**THE PROBLEM:** Line for line, return the data exactly, omitting all pictures.

**MATERIALS PROVIDED:**
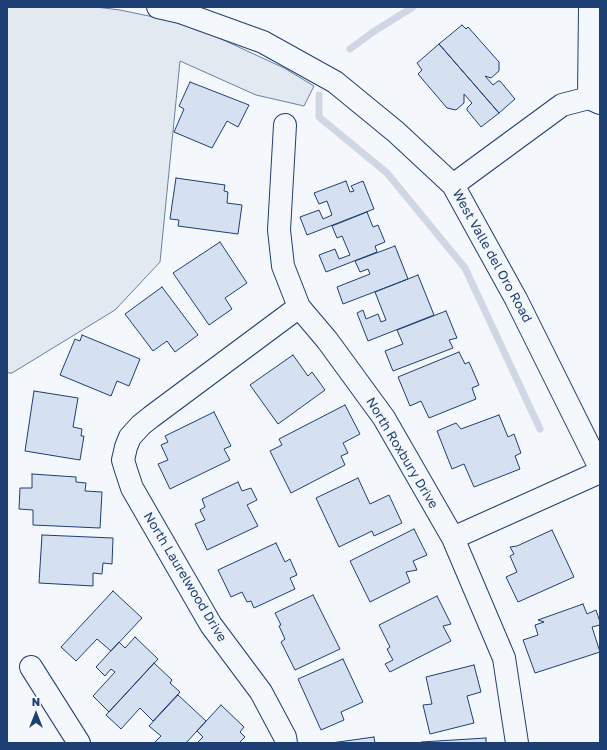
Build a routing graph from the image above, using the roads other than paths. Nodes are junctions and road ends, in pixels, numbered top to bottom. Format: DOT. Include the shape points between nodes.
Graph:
graph roads {
  1 [pos="158,7"];
  2 [pos="590,7"];
  3 [pos="594,101"];
  4 [pos="285,125"];
  5 [pos="453,186"];
  6 [pos="299,307"];
  7 [pos="600,468"];
  8 [pos="600,472"];
  9 [pos="453,538"];
  10 [pos="31,667"];
  11 [pos="79,743"];
  12 [pos="286,743"];
  13 [pos="517,743"];
  1 -- 5 [label="street, West Valle del Oro Road" via="180,12 263,42 335,82 396,132"];
  2 -- 3 [label="street"];
  3 -- 5 [label="street" via="562,105"];
  4 -- 6 [label="street, North Roxbury Drive" via="279,230 283,266"];
  5 -- 7 [label="street, West Valle del Oro Road" via="516,299"];
  6 -- 9 [label="street, North Roxbury Drive" via="327,340 384,418"];
  6 -- 12 [label="street, North Laurelwood Drive" via="151,417 118,445 132,488 211,625 261,692"];
  8 -- 9 [label="street"];
  9 -- 13 [label="street, North Roxbury Drive" via="504,658"];
  10 -- 11 [label="street"];
}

**YOUR RESPONSE:**
Build a routing graph from the image above, using the roads other than paths. Nodes are junctions and road ends, in pixels, numbered top to bottom. Format: DOT. Include the shape points between nodes.
Graph:
graph roads {
  1 [pos="158,7"];
  2 [pos="590,7"];
  3 [pos="594,101"];
  4 [pos="285,125"];
  5 [pos="453,186"];
  6 [pos="299,307"];
  7 [pos="600,468"];
  8 [pos="600,472"];
  9 [pos="453,538"];
  10 [pos="31,667"];
  11 [pos="79,743"];
  12 [pos="286,743"];
  13 [pos="517,743"];
  1 -- 5 [label="street, West Valle del Oro Road" via="180,12 263,42 335,82 396,132"];
  2 -- 3 [label="street"];
  3 -- 5 [label="street" via="562,105"];
  4 -- 6 [label="street, North Roxbury Drive" via="279,230 283,266"];
  5 -- 7 [label="street, West Valle del Oro Road" via="516,299"];
  6 -- 9 [label="street, North Roxbury Drive" via="327,340 384,418"];
  6 -- 12 [label="street, North Laurelwood Drive" via="151,417 118,445 132,488 211,625 261,692"];
  8 -- 9 [label="street"];
  9 -- 13 [label="street, North Roxbury Drive" via="504,658"];
  10 -- 11 [label="street"];
}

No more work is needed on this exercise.